Schülerinnen und Schüler sind längst weiter als ihre Lehrer. 8 von10 würden sich laut Bitkom wünschen, dass Schule die Nutzung von KI-Anwendungen im Unterricht behandelt. Nur rund die Hälfte tut das bereits.
Schule ist längst nicht mehr der Ort exklusiver Wissensvermittlung. Dass wissen Lehrer, die sich mit KI auf den Unterricht vorbereiten. Jene, die KI nicht selbst nutzen, merken oft nicht, wenn Schüler ihre Hausaufgaben oder Referate KI-Tools erledigen lassen. 46 Prozent der vom Bitkom befragten Schülerinnen und Schüler geben an, dass ihre Lehrkräfte einen unerlaubten KI-Einsatz nicht merken würden. Das zeige, "wie wichtig Fort- und Weiterbildungen zu aktuellen Digitalthemen sind", sagt der Bitkom-Chef.

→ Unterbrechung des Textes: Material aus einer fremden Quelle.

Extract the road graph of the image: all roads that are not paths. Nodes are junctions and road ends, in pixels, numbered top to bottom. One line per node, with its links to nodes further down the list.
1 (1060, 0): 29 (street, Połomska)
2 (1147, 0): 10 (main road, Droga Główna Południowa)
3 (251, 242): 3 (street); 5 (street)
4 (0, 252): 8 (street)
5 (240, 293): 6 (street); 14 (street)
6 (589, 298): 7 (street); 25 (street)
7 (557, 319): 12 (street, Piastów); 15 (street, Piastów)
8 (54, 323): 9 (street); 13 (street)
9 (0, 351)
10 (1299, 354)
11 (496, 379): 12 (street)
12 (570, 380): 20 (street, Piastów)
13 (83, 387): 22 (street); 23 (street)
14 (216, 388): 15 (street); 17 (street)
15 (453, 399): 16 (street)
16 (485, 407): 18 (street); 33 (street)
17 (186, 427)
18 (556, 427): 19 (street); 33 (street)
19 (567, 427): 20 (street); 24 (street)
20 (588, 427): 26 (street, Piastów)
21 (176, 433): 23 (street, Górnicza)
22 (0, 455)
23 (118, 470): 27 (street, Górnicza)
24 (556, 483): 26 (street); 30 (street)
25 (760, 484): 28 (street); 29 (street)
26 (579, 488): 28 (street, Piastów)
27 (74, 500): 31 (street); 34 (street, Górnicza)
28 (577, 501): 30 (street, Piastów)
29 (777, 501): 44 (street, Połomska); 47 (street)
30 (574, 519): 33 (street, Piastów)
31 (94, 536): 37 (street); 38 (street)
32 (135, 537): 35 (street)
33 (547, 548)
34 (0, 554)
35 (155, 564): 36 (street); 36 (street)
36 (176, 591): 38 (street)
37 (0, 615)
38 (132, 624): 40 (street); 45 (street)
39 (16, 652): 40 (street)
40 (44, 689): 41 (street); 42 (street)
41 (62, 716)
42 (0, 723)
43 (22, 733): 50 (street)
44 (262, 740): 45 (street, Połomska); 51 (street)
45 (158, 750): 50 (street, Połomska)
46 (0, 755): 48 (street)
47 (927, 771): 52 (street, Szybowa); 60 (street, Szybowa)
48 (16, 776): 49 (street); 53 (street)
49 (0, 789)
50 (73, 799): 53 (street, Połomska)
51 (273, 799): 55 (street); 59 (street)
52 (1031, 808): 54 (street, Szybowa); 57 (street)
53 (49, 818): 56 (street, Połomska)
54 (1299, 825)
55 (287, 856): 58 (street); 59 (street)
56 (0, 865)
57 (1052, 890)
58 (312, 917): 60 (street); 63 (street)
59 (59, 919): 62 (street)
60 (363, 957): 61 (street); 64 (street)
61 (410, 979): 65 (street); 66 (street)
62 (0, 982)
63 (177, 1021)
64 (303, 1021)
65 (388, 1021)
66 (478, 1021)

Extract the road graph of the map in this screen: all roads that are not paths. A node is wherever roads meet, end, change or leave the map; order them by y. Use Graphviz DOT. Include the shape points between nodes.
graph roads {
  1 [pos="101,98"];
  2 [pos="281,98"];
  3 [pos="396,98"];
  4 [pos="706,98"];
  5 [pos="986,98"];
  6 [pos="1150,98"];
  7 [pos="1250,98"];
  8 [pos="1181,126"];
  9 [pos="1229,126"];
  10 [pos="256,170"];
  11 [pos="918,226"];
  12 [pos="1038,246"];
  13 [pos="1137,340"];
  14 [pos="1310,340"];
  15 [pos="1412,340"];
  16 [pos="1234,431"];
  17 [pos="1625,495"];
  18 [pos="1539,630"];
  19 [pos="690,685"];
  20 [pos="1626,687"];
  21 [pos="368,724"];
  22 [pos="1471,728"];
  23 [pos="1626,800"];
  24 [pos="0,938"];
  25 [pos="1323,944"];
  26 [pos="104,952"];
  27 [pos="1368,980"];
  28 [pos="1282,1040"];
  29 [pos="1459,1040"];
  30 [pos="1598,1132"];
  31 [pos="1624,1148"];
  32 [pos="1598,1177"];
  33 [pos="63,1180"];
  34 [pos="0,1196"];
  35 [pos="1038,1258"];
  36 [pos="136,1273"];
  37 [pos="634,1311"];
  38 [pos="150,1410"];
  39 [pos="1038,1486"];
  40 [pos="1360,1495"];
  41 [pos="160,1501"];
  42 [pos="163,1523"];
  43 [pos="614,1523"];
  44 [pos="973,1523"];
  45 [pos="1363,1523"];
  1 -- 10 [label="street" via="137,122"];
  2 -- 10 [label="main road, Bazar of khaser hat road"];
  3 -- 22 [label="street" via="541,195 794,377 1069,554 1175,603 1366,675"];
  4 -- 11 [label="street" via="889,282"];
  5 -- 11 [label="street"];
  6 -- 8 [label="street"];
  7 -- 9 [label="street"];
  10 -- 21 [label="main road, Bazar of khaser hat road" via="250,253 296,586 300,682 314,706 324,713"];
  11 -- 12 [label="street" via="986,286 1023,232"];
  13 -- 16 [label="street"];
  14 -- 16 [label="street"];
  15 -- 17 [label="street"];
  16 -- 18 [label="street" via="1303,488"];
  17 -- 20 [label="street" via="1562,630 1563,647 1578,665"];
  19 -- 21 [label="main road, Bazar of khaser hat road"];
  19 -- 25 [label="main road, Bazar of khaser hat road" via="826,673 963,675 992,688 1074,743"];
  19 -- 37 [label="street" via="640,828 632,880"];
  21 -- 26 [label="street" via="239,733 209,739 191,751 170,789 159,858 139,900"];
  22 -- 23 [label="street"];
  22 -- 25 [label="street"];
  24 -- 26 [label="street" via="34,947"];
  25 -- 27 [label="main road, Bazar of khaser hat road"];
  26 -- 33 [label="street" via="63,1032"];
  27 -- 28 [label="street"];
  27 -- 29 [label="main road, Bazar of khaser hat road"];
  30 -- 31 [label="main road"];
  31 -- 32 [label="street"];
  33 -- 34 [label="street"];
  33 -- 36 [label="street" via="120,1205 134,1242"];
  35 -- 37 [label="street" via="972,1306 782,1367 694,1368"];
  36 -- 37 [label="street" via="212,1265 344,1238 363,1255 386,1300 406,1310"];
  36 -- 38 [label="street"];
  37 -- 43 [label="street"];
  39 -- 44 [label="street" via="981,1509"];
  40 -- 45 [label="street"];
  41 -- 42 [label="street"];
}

Noah wie vermutlich die meisten seiner Mitschüler habe KI vor allem zur Vorbereitung, für Referate und Hausaufgaben genutzt. "Klausuren wurden natürlich ohne KI in der Schule absolviert", erklärt Papa Alexander.
Quellenherkunft, Quellenkritik, Einordnung der Inhalte: Das alles dürften für Schüler und Schulen keine neuen Regeln sein. Vermittlung von Medienkompetenz steht schon lange auf dem Lehrplan. Warum also das Missfallen einiger Lehrer über die KI-Nutzung, wenn Noah selbstbewusst seinen souveränen Umgang mit ihr demonstrativ zeigt? In jedem Beruf, den er ergreifen wird, wird ihm seine KI-Kompetenz weiterhelfen – auch und erst recht, sollte Noah Lehrer werden wollen.